Published in final edited form as: Circ Res. 2018 Dec 7;123(12):1313–1325. doi: 10.1161/CIRCRESAHA.118.313094

Figure 1. hiPSC-derived non-cardiomyocyte cardiac cells (hiPSC-NMCCs) were differentiated into myofibroblast-like cells (MFLCs).

Figure 1.

Figure 1.

(A) hiPSCs were differentiated into endothelial cells (ECs), smooth-muscle cells (SMCs), fibroblasts (FBs), and pericytes (PCs); then, the lineages of the differentiated cells were confirmed via immunofluorescence analysis of CD31, CD144, and VWF in hiPSC-ECs; αSMA, MYH11, and calponin1 in hiPSC-SMCs; PDI, DDR2, SHOX2, TE7, PDGFRα, and TCF21 in hiPSC-fibroblasts; and CD44, NG2, and CD146 in hiPSC-pericytes.

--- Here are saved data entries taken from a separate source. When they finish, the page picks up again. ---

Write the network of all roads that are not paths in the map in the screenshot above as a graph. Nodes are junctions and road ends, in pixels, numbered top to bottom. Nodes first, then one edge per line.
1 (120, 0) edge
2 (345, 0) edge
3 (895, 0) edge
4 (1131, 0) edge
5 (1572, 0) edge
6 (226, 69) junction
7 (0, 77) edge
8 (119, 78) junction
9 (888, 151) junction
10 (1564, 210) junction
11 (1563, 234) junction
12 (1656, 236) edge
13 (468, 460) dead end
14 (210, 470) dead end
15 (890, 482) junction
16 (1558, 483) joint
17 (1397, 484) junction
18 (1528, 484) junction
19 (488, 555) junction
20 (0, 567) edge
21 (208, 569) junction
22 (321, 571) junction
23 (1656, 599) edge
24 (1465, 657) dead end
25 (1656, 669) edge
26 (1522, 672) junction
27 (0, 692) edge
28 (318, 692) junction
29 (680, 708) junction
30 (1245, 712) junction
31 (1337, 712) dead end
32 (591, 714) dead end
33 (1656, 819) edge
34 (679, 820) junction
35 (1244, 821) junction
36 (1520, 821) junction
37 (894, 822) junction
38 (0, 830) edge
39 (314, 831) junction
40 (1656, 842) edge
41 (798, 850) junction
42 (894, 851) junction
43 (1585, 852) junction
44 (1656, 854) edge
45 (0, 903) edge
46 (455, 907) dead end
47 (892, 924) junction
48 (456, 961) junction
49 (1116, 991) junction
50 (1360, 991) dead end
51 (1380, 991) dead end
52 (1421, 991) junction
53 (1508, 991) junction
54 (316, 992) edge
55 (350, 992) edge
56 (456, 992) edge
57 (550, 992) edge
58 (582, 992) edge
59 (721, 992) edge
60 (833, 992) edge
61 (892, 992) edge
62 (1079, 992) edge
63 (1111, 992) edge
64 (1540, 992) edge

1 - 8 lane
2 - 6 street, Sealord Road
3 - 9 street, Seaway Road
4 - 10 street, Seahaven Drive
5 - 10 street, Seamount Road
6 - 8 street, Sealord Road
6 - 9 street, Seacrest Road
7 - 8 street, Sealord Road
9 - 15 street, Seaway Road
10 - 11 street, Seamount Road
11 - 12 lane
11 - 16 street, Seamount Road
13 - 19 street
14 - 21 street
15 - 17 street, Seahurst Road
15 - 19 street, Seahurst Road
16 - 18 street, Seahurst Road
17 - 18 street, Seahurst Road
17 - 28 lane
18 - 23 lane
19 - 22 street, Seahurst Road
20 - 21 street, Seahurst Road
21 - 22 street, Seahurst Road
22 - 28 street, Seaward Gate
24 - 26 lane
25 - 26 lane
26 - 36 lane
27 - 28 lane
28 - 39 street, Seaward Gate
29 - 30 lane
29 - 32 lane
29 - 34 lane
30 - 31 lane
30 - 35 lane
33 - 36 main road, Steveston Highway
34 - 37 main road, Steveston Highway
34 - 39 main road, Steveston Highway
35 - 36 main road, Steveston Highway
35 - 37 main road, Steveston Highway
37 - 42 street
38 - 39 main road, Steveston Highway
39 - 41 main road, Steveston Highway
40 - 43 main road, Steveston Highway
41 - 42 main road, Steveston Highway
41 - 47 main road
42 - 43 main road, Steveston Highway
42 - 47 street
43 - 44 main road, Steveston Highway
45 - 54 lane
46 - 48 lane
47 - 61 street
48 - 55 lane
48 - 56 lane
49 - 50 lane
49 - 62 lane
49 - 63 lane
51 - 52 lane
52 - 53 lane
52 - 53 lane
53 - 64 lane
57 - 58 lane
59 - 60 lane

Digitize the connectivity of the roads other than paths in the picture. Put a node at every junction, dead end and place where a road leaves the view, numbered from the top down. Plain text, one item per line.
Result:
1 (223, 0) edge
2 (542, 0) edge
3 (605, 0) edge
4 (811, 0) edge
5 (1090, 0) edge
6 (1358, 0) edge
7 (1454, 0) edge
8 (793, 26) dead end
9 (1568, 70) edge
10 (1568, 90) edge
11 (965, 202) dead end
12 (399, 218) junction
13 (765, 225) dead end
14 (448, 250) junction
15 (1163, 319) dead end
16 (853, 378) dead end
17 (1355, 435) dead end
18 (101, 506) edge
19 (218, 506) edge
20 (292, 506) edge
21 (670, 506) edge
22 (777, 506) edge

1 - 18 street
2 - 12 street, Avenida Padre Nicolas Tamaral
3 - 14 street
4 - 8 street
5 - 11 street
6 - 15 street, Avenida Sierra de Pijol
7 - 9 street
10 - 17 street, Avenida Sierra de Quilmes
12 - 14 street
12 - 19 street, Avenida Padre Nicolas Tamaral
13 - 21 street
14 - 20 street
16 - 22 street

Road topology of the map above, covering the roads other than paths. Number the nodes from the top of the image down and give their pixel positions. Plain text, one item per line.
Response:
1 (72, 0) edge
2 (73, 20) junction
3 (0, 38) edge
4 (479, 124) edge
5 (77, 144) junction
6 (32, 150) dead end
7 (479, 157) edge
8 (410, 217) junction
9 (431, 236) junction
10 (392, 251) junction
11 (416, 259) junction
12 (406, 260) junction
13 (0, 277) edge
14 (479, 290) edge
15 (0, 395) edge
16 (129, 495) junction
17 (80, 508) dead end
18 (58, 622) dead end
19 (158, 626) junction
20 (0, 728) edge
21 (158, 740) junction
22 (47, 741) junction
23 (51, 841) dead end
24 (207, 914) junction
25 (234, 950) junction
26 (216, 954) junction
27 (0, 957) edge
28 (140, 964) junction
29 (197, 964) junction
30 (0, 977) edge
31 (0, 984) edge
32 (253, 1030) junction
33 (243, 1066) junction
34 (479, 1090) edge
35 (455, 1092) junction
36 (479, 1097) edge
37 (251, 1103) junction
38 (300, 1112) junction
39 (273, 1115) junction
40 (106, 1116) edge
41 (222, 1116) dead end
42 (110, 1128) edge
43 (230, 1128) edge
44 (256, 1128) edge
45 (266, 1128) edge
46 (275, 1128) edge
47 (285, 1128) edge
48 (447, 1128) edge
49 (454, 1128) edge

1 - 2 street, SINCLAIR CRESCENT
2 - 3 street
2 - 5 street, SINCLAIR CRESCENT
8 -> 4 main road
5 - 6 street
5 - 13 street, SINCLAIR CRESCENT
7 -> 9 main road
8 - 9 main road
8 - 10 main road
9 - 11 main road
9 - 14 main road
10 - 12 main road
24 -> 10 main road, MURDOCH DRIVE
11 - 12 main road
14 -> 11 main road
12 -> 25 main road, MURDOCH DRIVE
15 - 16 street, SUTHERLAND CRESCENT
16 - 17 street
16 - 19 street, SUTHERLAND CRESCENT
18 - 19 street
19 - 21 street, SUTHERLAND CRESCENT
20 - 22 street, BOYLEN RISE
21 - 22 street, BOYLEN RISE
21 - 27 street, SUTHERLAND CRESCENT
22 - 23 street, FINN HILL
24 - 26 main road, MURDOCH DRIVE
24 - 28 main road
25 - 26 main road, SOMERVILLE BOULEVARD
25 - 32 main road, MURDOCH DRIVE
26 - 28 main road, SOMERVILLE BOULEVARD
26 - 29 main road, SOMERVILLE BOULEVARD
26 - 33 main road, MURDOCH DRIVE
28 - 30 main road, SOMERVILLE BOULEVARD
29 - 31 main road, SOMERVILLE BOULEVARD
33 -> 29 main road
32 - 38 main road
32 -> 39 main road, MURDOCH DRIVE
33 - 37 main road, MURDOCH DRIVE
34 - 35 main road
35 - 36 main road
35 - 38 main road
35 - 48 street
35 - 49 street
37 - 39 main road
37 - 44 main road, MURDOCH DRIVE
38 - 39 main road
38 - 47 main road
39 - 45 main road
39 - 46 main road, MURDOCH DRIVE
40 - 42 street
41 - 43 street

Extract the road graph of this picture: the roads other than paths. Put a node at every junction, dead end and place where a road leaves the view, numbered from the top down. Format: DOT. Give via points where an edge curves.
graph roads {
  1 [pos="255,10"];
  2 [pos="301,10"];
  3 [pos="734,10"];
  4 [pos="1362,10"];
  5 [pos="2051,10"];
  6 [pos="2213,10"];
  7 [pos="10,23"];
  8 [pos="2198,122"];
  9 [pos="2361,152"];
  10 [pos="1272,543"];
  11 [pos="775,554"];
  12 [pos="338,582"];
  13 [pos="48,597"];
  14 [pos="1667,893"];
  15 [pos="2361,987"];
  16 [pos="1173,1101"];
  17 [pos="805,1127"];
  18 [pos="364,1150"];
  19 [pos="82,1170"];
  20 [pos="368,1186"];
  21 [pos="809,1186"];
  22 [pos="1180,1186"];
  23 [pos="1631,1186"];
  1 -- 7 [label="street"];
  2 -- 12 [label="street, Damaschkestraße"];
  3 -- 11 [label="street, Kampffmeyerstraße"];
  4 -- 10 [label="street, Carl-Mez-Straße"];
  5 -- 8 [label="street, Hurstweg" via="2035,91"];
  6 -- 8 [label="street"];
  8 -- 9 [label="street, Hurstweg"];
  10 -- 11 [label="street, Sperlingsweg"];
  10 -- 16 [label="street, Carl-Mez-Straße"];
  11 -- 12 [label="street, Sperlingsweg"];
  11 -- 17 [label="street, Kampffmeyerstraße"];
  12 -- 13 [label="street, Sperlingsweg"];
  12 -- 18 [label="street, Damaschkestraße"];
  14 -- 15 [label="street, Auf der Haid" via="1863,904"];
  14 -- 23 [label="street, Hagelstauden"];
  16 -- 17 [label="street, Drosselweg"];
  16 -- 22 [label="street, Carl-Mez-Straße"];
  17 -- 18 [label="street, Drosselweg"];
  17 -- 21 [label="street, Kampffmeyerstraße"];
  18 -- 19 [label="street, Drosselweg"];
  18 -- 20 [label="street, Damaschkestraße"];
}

Nuclei were counterstained with DAPI (Bar=100 μm). (B) The purity of the hiPSC-derived NMCCs was determined via flow-cytometry analysis of CD31 (blue) expression for hiPSC-ECs, MYH11 expression (blue) for hiPSC-SMCs, TE7 expression (blue) for hiPSC-fibroblasts, and NG2 expression (blue) for hiPSC-pericytes. Control assessments (red) were performed with non-specific antibodies of the same class and type. (C) hiPSC-NMCCs were differentiated into MFLCs over a 48-hour period, and mRNA levels of the myofibroblast markers αSMA, Col1α1, VMT, NMMIIB, and EDA and of markers for the cells’ lineages of origin (ECs: PECAM1; SMCs MYH11; fibroblasts: SHOX2; pericytes: NG2) were measured at the indicated time points via quantitative RT-PCR. (D) MFLCs differentiated from hiPSC-ECs (EC-MFLCs), -SMCs (SMC-MFLCs), -fibroblasts (FB-MFLCs), and pericytes (PC-MFLCs) were immunofluorescently stained for expression of the myofibroblast markers VMT, αSMA, Col1α1, and AOC3; nuclei were counterstained with DAPI (bar=100 μm). VWF: von Willebrand factor, αSMA: α smooth-muscle actin, MYH11: smooth muscle myosin heavy chain 11, PDI: protein disulfide isomerase, DDR2: discoidin domain receptor 2, SHOX2: short-stature homeobox 2, TE7: fibroblast marker clone TE7, PDGFRα: platelet-derived growth factor receptor alpha, TCF21: transcription factor 21, NG2: neural/glial antigen 2, Col1α1: collagen 1α1, VMT: vimentin, NMMIIB: non-muscle myosin IIB, EDA: fibronectin extra domain A, PECAM1 (CD31): platelet and endothelial cell adhesion molecule 1, AOC3: amine oxidase copper-containing 3.